*** Block opens ***
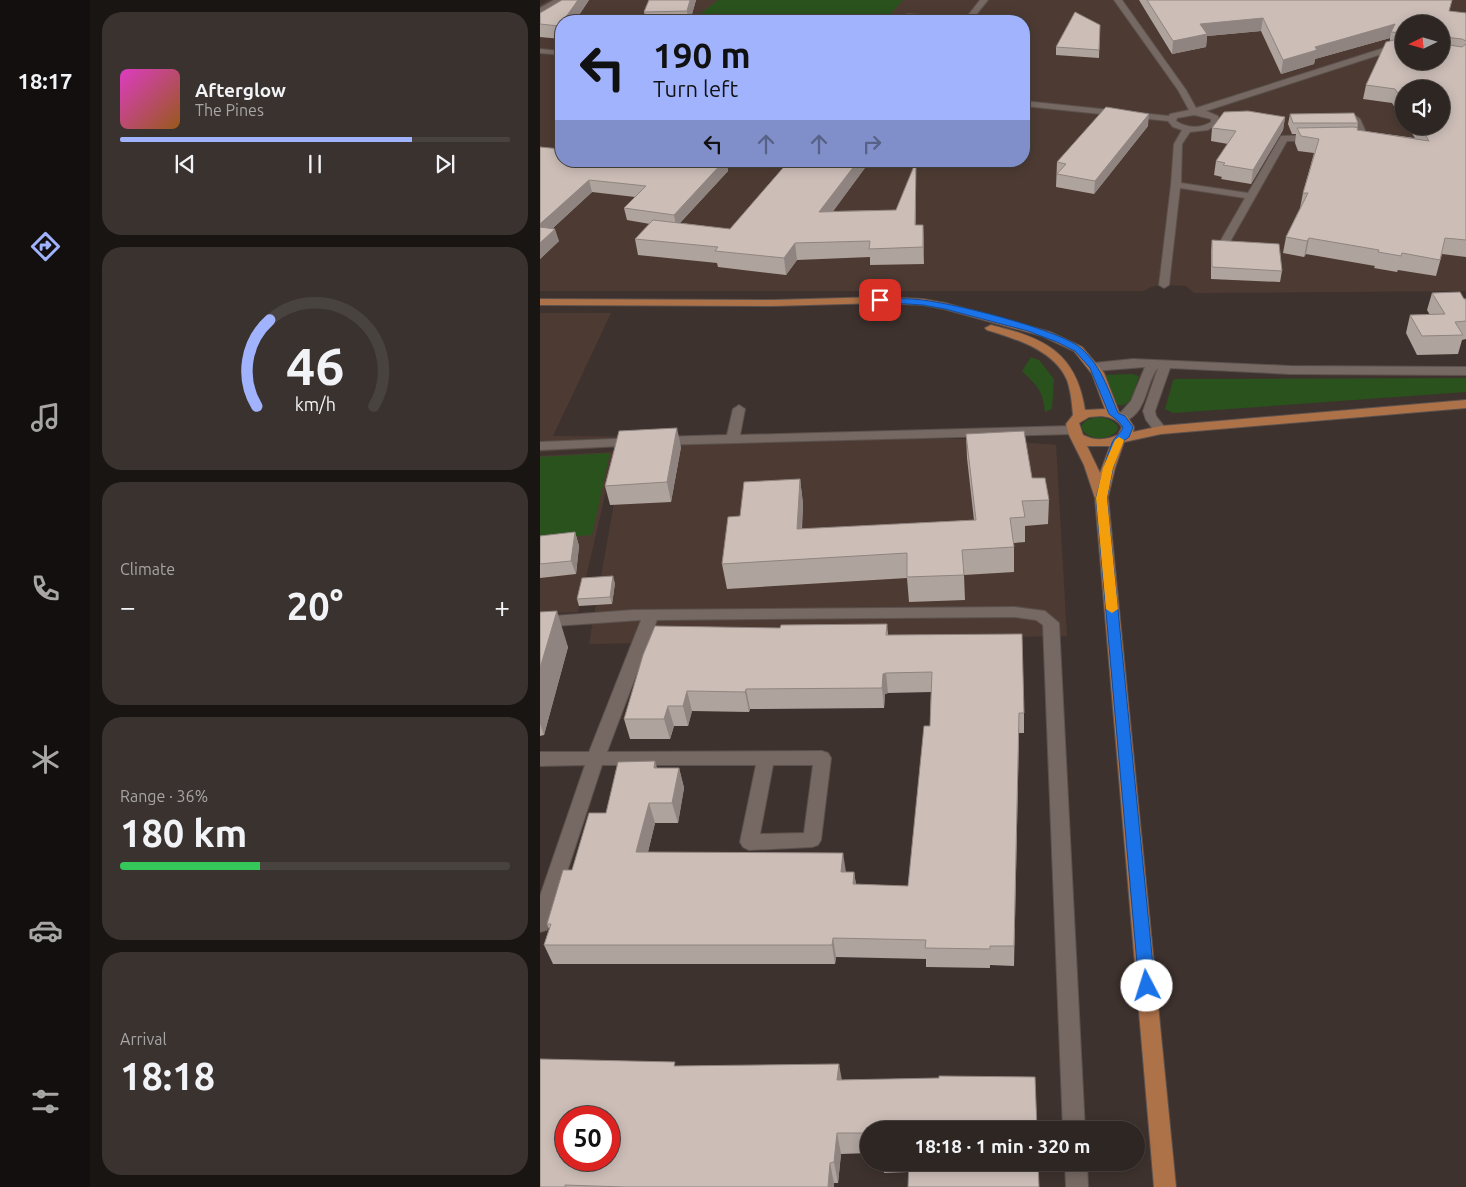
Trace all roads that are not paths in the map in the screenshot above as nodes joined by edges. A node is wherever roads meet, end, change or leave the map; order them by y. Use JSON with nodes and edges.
{"nodes":[{"id":1,"x":559,"y":0,"type":"edge"},
{"id":2,"x":984,"y":0,"type":"edge"},
{"id":3,"x":1118,"y":0,"type":"edge"},
{"id":4,"x":540,"y":11,"type":"edge"},
{"id":5,"x":973,"y":15,"type":"edge"},
{"id":6,"x":1395,"y":49,"type":"edge"},
{"id":7,"x":540,"y":51,"type":"edge"},
{"id":8,"x":555,"y":52,"type":"edge"},
{"id":9,"x":1030,"y":105,"type":"edge"},
{"id":10,"x":1194,"y":112,"type":"junction"},
{"id":11,"x":1172,"y":119,"type":"junction"},
{"id":12,"x":1330,"y":119,"type":"edge"},
{"id":13,"x":1188,"y":128,"type":"junction"},
{"id":14,"x":1322,"y":137,"type":"edge"},
{"id":15,"x":1351,"y":137,"type":"edge"},
{"id":16,"x":1176,"y":186,"type":"junction"},
{"id":17,"x":1251,"y":196,"type":"junction"},
{"id":18,"x":1222,"y":247,"type":"edge"},
{"id":19,"x":1164,"y":285,"type":"dead end"},
{"id":20,"x":540,"y":302,"type":"edge"},
{"id":21,"x":847,"y":302,"type":"junction"},
{"id":22,"x":1159,"y":365,"type":"junction"},
{"id":23,"x":1094,"y":367,"type":"junction"},
{"id":24,"x":1466,"y":371,"type":"edge"},
{"id":25,"x":1466,"y":404,"type":"edge"},
{"id":26,"x":739,"y":409,"type":"dead end"},
{"id":27,"x":1080,"y":416,"type":"junction"},
{"id":28,"x":1120,"y":418,"type":"junction"},
{"id":29,"x":1161,"y":430,"type":"junction"},
{"id":30,"x":1073,"y":432,"type":"junction"},
{"id":31,"x":733,"y":437,"type":"junction"},
{"id":32,"x":1121,"y":439,"type":"junction"},
{"id":33,"x":540,"y":446,"type":"edge"},
{"id":34,"x":1102,"y":498,"type":"junction"},
{"id":35,"x":651,"y":615,"type":"junction"},
{"id":36,"x":540,"y":622,"type":"edge"},
{"id":37,"x":766,"y":758,"type":"junction"},
{"id":38,"x":540,"y":759,"type":"edge"},
{"id":39,"x":595,"y":760,"type":"junction"},
{"id":40,"x":540,"y":924,"type":"edge"},
{"id":41,"x":1074,"y":1121,"type":"edge"},
{"id":42,"x":1076,"y":1171,"type":"edge"},
{"id":43,"x":1077,"y":1187,"type":"edge"},
{"id":44,"x":1165,"y":1187,"type":"edge"}],
"edges":[{"from":1,"to":4,"type":"street"},
{"from":2,"to":5,"type":"street"},
{"from":3,"to":10,"type":"street"},
{"from":6,"to":10,"type":"street"},
{"from":7,"to":8,"type":"street"},
{"from":9,"to":11,"type":"street"},
{"from":10,"to":11,"type":"street"},
{"from":10,"to":13,"type":"street"},
{"from":11,"to":13,"type":"street"},
{"from":12,"to":15,"type":"street"},
{"from":13,"to":16,"type":"street"},
{"from":14,"to":17,"type":"street"},
{"from":16,"to":17,"type":"street"},
{"from":16,"to":19,"type":"street"},
{"from":17,"to":18,"type":"street"},
{"from":20,"to":21,"type":"main road"},
{"from":21,"to":23,"type":"main road"},
{"from":21,"to":27,"type":"main road"},
{"from":22,"to":23,"type":"street"},
{"from":22,"to":24,"type":"street"},
{"from":22,"to":28,"type":"street"},
{"from":22,"to":29,"type":"street"},
{"from":23,"to":28,"type":"main road"},
{"from":25,"to":29,"type":"main road"},
{"from":26,"to":31,"type":"street"},
{"from":27,"to":28,"type":"main road"},
{"from":27,"to":30,"type":"main road"},
{"from":28,"to":29,"type":"main road"},
{"from":28,"to":32,"type":"main road"},
{"from":29,"to":32,"type":"main road"},
{"from":30,"to":31,"type":"street"},
{"from":30,"to":32,"type":"main road"},
{"from":30,"to":34,"type":"main road"},
{"from":31,"to":33,"type":"street"},
{"from":32,"to":34,"type":"main road"},
{"from":34,"to":44,"type":"main road"},
{"from":35,"to":36,"type":"street"},
{"from":35,"to":39,"type":"street"},
{"from":35,"to":41,"type":"street"},
{"from":37,"to":37,"type":"street"},
{"from":37,"to":39,"type":"street"},
{"from":38,"to":39,"type":"street"},
{"from":39,"to":40,"type":"street"},
{"from":42,"to":43,"type":"street"}]}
*** Block closes ***
- Exercise goal -
Please count the lines in the data that include the word "nodes" and report the number by itself.

- Output of the task -
2